According to Dease, “Dolly helped us choose and purchase art for our own collection, and she gave the university nearly 400 works of her own; these include contemporary paintings, drawings and sculpture by some of the world’s best-recognized artists as well as a remarkable collection of African art.”
Fiterman’s contributions to St. Thomas follow two other recent donations to the university’s collection. In 2007, 2,000 carvings and artifacts in the American Museum of Asmat Art were given to St. Thomas by the American Crosier Fathers and Brothers and the Diocese of Agats. In 2008, Frank Gehry’s Winton Guest House was donated by Kirt Woodhouse and moved from Lake Minnetonka to the university’s conference center on the outskirts of Owatonna.
“Together, these collections have created new opportunities for students in art history classes at St. Thomas,” said Mark Stansbury-O’Donnell, the John Ireland Professor and chair of St. Thomas’ Art History Department.
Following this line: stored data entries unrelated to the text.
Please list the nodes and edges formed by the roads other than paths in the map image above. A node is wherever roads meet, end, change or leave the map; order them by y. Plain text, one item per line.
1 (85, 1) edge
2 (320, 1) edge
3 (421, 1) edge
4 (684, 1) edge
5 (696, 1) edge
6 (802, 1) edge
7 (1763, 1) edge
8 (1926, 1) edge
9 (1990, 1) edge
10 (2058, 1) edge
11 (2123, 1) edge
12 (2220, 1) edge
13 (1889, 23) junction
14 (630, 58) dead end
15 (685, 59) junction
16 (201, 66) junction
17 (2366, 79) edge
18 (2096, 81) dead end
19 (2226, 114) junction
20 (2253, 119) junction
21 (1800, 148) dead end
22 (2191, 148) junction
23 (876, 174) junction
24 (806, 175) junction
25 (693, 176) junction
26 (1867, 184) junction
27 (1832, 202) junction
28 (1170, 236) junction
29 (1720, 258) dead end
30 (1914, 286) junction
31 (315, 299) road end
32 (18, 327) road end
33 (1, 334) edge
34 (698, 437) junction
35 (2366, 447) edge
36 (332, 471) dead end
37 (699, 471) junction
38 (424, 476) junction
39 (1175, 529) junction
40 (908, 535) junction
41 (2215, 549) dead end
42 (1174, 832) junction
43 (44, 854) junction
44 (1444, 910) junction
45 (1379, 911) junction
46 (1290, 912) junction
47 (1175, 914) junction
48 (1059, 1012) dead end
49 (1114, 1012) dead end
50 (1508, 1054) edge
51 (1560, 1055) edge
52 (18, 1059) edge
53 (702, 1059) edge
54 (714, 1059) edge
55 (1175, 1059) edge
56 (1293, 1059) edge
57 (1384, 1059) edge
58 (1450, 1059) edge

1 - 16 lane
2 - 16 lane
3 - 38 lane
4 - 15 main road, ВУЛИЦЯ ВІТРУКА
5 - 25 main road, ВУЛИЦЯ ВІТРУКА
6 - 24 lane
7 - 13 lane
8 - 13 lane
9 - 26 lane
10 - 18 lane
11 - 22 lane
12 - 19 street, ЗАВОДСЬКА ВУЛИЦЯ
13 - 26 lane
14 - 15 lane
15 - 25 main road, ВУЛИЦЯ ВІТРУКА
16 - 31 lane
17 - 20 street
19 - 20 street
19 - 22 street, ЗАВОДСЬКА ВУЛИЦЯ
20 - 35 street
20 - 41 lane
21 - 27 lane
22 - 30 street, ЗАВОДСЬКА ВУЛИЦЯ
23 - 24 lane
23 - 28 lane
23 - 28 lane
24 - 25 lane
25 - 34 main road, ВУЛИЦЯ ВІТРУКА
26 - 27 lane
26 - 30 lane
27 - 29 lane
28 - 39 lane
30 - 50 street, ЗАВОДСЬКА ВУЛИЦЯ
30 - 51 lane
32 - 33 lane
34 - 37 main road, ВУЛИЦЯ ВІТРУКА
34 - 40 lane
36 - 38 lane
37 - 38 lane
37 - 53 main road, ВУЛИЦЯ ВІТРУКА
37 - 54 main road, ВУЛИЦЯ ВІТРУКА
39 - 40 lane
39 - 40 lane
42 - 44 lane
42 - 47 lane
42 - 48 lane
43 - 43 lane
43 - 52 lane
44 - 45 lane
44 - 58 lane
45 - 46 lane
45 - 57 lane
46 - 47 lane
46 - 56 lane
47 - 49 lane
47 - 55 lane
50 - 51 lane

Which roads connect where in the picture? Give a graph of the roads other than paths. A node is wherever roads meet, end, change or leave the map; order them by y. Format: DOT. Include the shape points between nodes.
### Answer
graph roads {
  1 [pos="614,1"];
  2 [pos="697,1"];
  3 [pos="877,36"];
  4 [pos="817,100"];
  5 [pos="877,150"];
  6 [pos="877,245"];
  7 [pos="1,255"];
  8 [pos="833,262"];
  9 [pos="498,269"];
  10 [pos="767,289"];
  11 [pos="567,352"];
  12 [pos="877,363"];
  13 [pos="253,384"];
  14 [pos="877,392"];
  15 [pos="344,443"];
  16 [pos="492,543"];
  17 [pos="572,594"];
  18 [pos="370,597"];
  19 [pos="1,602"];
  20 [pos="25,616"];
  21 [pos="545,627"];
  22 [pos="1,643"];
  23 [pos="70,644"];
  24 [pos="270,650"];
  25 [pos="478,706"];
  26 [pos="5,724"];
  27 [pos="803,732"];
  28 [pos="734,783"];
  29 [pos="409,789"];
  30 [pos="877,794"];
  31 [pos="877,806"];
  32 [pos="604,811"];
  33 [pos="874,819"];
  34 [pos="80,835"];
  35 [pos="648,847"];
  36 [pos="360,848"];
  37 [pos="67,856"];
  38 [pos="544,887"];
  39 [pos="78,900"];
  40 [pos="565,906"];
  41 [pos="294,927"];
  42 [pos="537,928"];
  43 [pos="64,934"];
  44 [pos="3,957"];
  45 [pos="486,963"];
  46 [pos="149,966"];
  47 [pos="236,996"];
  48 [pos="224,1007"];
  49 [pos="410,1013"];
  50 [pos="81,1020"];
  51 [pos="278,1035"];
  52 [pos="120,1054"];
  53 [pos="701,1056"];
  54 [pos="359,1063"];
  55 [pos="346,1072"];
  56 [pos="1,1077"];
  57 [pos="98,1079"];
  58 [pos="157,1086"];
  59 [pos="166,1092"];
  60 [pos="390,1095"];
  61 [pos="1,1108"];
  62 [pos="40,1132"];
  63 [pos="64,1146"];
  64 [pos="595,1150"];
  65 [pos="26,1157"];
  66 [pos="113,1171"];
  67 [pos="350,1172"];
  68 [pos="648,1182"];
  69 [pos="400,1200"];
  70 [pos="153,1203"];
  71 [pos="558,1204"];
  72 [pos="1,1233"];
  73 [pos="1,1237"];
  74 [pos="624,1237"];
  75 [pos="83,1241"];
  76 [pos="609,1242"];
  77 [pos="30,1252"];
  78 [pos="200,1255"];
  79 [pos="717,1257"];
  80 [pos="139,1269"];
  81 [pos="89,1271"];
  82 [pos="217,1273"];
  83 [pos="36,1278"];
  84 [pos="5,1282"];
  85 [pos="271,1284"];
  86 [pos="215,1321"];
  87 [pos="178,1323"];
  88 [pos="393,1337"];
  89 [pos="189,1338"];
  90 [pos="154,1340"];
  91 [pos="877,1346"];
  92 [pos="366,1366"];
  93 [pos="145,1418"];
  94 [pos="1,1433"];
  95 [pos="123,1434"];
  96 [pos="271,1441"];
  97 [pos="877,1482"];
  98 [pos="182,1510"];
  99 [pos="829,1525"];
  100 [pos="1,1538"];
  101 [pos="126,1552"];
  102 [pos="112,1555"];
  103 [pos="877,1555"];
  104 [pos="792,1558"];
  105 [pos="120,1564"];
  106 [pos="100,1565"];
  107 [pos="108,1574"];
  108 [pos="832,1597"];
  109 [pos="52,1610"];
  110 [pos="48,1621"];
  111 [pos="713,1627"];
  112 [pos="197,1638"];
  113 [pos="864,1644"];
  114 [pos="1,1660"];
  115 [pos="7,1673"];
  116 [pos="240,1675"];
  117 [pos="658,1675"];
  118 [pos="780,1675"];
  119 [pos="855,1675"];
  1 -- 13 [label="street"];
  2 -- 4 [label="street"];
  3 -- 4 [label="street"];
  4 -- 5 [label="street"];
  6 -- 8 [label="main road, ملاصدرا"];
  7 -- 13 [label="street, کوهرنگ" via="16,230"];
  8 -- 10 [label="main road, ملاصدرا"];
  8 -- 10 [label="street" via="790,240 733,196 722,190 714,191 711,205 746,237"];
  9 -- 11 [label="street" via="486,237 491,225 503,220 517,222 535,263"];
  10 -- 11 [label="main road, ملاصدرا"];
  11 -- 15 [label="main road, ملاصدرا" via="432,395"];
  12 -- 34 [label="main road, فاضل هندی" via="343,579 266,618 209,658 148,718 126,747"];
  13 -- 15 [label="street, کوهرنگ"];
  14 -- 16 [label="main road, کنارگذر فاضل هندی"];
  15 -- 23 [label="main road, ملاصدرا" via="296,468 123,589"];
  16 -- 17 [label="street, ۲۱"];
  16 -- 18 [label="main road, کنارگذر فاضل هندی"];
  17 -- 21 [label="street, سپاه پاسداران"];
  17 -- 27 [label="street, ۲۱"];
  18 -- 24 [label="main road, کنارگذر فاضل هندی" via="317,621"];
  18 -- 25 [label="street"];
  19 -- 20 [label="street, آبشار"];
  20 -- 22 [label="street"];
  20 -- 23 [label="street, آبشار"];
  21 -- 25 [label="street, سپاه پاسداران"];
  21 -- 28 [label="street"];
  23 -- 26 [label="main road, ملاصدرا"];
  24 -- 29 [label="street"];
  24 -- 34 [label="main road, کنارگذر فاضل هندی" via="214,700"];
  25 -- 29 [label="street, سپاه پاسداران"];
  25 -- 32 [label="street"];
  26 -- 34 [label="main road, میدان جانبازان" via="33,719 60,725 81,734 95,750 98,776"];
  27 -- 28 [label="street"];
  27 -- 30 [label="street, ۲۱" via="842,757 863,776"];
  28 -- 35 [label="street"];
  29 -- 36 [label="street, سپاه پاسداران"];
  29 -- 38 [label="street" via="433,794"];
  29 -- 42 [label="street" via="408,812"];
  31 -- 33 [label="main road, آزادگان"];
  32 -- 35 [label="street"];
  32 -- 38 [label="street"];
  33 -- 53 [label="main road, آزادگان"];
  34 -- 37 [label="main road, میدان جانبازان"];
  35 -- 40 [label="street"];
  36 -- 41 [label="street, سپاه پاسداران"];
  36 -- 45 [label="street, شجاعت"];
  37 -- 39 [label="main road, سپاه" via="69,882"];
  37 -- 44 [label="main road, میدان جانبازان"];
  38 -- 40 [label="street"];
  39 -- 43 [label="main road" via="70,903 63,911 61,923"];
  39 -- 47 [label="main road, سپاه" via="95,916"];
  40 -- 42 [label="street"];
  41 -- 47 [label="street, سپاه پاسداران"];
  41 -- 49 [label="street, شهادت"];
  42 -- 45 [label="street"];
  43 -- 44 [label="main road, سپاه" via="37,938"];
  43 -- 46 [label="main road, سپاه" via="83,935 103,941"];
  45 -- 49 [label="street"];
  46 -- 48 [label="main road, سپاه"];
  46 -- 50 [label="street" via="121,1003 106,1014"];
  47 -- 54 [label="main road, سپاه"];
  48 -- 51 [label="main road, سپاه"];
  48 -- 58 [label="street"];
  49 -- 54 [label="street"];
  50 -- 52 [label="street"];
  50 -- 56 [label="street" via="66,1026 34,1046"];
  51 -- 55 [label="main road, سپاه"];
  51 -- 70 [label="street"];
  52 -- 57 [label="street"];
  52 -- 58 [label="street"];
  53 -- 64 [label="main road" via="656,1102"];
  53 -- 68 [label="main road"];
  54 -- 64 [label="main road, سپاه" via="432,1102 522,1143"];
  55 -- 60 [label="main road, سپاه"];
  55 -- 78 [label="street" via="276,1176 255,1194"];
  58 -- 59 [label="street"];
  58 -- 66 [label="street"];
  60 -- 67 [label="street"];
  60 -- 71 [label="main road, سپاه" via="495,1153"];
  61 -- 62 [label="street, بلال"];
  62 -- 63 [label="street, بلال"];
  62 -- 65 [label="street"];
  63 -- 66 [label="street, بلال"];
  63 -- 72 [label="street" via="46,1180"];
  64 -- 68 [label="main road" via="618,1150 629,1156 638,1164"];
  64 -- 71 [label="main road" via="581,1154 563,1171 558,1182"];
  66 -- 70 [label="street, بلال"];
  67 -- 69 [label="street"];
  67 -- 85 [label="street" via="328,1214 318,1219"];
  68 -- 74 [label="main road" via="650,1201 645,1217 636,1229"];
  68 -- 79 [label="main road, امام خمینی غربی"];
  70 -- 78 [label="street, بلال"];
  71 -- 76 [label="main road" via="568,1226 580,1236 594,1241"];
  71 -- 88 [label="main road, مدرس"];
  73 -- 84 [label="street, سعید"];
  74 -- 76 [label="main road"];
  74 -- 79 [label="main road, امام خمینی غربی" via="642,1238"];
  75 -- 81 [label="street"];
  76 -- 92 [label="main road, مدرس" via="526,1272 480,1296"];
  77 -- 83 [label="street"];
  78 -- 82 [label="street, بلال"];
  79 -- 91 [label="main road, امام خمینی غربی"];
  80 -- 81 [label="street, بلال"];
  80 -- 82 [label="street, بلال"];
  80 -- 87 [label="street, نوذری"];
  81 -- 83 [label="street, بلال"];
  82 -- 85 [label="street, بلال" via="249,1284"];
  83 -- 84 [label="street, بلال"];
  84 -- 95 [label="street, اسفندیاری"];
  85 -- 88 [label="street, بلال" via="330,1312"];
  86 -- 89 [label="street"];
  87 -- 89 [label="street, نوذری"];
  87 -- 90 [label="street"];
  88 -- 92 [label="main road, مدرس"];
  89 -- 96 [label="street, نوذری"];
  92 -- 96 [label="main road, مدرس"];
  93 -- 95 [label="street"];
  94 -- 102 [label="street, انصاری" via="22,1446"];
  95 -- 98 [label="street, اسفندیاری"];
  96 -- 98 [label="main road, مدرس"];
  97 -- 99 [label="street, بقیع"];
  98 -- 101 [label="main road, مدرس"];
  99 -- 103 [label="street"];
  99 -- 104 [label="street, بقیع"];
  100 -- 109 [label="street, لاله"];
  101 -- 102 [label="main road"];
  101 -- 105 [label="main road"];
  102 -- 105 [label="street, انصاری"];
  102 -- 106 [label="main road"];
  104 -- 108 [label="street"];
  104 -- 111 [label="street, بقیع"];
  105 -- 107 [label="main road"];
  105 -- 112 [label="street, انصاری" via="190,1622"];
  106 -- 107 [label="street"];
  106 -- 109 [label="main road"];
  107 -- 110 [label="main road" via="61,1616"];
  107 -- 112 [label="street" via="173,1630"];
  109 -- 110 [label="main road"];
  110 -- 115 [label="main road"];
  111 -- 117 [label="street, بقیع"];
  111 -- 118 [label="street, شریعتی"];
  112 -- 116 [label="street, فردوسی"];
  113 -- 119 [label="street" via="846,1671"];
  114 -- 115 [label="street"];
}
“The donation of artworks from Dolly Fiterman has added valuable, beautiful and interesting works of contemporary art to the collections of the University of St. Thomas,” Eliason wrote in his catalog essay. “The ‘Insights Into Modern Art’ exhibition offers a chance for the public to see choice works from this collection. At the same time, it serves as a showcase of the pedagogy that this gift has enabled.”